[R] Varying results of sammon(), for the same data set

From: Ole Edsberg <edsberg_at_stud.ntnu.no>
Date: Mon 30 Jan 2006 - 19:39:15 EST


Hello,

I have a data set on which I run the sammon algorithm as follows:

library(MASS)
data = read.table('problemforr.dat')
y = cmdscale(data, add=TRUE)
s = sammon(data, y$points)

(In case it should be relevant, I make the data available at
http://idi.ntnu.no/~edsberg/problemforr.dat)

With R 2.2.1 on Debian Sid I always get one of two solutions (stress 1.74288 after 10 iterations or stress 1.33629 afer 9 iterations). I always get the same result within the same R session, even if I read the data again. With R 2.2.0 on SunOS 5.9 I always get the same result
(stress 0.13186 after 74 iterations).

I understand that the sammon algorithm is very sensitive to even tiny variations in the starting point, but the observed behaviour seems strange to me. Difference between machines could perhaps be explained by floating point portability issues, but not difference on the same machine, and not the fact that i get the same result within the same R session.

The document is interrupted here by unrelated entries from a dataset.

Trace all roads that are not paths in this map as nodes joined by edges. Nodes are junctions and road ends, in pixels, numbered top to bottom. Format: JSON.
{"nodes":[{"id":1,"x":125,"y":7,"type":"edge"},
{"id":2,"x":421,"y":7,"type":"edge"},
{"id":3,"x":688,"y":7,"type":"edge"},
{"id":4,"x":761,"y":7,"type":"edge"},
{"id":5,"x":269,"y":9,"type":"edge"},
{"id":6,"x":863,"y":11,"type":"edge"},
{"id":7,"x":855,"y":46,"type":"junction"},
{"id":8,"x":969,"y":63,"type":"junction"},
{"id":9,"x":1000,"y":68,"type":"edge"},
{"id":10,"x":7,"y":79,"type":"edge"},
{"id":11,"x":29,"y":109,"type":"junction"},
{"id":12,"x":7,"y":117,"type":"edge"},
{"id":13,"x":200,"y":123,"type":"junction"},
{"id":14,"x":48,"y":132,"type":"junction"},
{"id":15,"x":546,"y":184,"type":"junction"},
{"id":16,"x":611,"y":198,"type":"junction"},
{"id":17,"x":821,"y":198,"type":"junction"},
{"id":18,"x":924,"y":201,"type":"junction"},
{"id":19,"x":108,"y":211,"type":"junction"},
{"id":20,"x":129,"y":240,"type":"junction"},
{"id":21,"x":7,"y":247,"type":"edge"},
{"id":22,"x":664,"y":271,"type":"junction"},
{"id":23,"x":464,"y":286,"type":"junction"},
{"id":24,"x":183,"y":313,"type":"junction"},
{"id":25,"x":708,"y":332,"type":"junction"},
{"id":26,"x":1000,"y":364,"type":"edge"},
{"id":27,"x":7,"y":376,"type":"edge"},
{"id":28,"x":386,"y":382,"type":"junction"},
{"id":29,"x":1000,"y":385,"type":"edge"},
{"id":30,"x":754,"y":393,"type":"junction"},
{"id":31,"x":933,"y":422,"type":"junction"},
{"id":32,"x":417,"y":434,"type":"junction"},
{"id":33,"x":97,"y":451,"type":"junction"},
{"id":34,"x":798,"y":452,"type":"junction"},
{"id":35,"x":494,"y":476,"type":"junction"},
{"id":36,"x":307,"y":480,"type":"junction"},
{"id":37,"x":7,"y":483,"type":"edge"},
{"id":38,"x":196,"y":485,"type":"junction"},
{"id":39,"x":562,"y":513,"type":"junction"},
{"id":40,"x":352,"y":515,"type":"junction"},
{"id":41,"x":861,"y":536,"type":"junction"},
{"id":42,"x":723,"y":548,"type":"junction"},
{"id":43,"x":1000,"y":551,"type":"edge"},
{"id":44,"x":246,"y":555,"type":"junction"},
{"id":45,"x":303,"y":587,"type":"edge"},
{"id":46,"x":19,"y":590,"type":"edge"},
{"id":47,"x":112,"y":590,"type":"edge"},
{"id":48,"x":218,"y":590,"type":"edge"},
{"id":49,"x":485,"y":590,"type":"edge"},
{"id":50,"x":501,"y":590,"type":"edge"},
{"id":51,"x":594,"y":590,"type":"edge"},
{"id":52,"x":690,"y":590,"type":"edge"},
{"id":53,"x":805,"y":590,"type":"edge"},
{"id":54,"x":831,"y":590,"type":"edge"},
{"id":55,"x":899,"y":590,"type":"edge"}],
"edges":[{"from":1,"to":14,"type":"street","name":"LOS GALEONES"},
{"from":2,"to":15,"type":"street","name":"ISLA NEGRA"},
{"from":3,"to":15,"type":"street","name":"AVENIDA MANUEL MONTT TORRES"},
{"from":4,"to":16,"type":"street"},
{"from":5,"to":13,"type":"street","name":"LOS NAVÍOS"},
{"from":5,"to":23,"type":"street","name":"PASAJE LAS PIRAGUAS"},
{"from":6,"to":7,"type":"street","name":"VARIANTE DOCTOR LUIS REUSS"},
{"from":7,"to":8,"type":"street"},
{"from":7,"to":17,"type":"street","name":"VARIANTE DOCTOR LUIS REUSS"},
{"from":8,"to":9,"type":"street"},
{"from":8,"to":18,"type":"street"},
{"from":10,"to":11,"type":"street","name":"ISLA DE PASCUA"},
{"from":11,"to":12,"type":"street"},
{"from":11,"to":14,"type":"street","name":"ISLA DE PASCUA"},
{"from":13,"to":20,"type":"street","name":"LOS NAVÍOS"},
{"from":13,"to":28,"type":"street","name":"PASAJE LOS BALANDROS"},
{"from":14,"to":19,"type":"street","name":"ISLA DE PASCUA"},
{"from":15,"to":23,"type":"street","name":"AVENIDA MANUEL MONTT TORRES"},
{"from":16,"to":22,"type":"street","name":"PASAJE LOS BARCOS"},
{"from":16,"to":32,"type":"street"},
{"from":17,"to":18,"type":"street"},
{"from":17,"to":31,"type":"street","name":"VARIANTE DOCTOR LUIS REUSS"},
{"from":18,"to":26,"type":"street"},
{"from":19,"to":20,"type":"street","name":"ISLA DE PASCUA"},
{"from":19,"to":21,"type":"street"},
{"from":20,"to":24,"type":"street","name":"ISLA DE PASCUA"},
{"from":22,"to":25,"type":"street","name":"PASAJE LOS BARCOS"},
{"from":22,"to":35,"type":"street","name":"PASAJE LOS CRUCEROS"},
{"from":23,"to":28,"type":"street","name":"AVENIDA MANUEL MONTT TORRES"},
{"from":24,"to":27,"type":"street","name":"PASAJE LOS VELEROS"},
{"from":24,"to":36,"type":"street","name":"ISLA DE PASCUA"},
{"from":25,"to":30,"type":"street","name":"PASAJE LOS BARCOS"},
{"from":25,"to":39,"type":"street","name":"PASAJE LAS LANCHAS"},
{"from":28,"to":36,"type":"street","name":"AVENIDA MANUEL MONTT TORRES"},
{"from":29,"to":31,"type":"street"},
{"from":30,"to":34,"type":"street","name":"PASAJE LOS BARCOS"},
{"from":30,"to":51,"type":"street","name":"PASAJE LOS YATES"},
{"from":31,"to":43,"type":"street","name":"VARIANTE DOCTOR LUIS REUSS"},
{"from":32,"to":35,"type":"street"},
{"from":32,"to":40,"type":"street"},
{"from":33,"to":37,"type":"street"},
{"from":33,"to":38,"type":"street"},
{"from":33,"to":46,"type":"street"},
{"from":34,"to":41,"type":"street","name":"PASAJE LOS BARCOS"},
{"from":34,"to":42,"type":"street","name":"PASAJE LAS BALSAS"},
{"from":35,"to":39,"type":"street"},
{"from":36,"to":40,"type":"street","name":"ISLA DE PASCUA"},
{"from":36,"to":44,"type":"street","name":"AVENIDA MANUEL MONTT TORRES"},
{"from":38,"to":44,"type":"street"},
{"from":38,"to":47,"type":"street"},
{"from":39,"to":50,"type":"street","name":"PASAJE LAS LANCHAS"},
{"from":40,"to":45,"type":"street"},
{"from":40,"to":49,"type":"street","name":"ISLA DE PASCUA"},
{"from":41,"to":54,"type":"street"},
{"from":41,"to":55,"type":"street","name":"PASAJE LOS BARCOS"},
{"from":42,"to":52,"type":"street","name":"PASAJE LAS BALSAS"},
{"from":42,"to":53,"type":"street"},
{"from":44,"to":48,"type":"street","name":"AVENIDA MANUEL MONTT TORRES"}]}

I read in the documentation
(http://stat.ethz.ch/R-manual/R-patched/library/MASS/html/sammon.html)
that "Further, since the configuration is only determined up to rotations and reflections (by convention the centroid is at the origin), the result can vary considerably from machine to machine." This doesn't make sense to me. If the data and the algorithm is the same, the result should be the same. What differences between machines do they refer to here? Floating point issues?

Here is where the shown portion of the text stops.